Jordi Casanova ha dedicado treinta y cinco años de su vida a la música, veinticinco, de manera exclusiva. La vibración de sus cuerdas vocales ha dado voz a personajes de célebres óperas en escenarios de todo el mundo. Pero también ha sabido poner límites a giras por el extranjero, dejando paso a los más jóvenes y procurándose un plan laboral paralelo que le ha permitido combinar la docencia del canto lírico con la venta de seguros.

08 de enero de 2026

Nacer en un hogar donde la música se aprecia como compañera de vida facilitó el camino de cuatro hermanos que se acabaron dedicando a la música. El padre había estudiado violín y fue el tesorero de la asociación de conciertos del Teatro Fortuny de Reus. Iba a todos los conciertos que se programaban, y quiso que todos los hijos estudiaran música. Jordi Casanova i Barberà es el pequeño de aquellos cuatro hermanos y eligió aprender a tocar el violín. Su hermana mayor hizo solfeo y canto en el conservatorio, el segundo, estudió piano, y la tercera, guitarra y violín.

Pero el quinto curso de violín, a él, no le fue bien. “Hice un examen horrible. No lo tendría que haber hecho, porque era muy difícil y no estaba suficientemente preparado”, recuerda. Pero, aquello sirvió para que su hermana mayor le dijera, por qué no hacer canto.

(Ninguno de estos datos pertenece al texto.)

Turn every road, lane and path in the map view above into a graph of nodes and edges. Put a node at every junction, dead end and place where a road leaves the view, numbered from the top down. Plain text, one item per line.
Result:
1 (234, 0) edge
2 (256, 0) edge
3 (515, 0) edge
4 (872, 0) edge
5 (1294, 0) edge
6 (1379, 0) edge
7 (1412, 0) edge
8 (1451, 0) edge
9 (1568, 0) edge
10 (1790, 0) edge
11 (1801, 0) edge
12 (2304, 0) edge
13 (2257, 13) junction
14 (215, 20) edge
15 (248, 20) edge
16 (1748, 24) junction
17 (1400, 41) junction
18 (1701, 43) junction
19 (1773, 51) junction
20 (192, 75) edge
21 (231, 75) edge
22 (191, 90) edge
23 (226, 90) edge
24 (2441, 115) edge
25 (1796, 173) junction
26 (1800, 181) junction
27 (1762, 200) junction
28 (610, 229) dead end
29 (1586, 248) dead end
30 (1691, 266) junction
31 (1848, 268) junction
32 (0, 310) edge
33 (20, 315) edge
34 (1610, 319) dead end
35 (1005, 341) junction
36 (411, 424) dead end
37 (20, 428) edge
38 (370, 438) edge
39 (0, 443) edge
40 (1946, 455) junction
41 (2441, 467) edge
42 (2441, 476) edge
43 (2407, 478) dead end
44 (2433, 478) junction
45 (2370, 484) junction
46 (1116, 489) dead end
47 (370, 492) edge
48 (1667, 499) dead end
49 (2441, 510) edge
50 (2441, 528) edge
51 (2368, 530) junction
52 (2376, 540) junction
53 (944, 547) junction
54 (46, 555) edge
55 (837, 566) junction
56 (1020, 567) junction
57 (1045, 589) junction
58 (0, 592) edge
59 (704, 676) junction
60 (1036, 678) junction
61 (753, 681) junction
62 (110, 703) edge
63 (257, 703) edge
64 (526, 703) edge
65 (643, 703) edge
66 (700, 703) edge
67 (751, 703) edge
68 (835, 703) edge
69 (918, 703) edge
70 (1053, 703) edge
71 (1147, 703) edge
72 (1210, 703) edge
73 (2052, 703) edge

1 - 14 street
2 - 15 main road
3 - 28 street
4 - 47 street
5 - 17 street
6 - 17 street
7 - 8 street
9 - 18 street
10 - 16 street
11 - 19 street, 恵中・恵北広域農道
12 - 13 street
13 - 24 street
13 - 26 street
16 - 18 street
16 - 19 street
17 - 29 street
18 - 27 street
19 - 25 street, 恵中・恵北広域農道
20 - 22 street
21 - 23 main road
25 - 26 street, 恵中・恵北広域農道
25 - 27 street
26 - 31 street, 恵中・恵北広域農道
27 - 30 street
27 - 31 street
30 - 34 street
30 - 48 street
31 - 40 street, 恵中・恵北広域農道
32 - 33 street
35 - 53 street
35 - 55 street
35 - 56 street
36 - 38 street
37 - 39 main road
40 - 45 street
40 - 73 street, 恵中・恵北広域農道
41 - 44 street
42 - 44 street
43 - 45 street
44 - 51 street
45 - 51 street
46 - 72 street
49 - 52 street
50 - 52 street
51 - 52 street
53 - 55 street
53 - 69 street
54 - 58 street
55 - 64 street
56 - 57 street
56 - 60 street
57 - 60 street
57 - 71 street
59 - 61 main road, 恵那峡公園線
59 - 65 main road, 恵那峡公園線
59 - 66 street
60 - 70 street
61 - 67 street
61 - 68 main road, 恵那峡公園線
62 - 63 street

Y entonces Jordi hizo una audición para el Conservatorio Superior de Música de Barcelona, ante la catedrática Myriam Alió Francheri, nieta del músico y compositor catalán, Francesc Alió.

Lo cogieron y, casi sin darse cuenta, y muy pronto, ya se encontró en los escenarios haciendo conciertos en solitario o acompañando a corales que pedían solistas. “Soy un cantante accidental”, dice ahora al recordarlo. Pero entonces no hacía más que dejar que la vida lo guiara. Con veinte o veintiún años no era demasiado consciente de todo lo que significaba lo que hacía. Sí que se daba cuenta, sin embargo, que “tenía cierta facilidad para el canto y, sobre todo, que estaba en buenas manos. Tanto Myriam Alió como su marido, el compositor y pianista barcelonés Manuel García Morante, fueron como unos segundos padres para mí. Les estaré eternamente agradecido”, dice.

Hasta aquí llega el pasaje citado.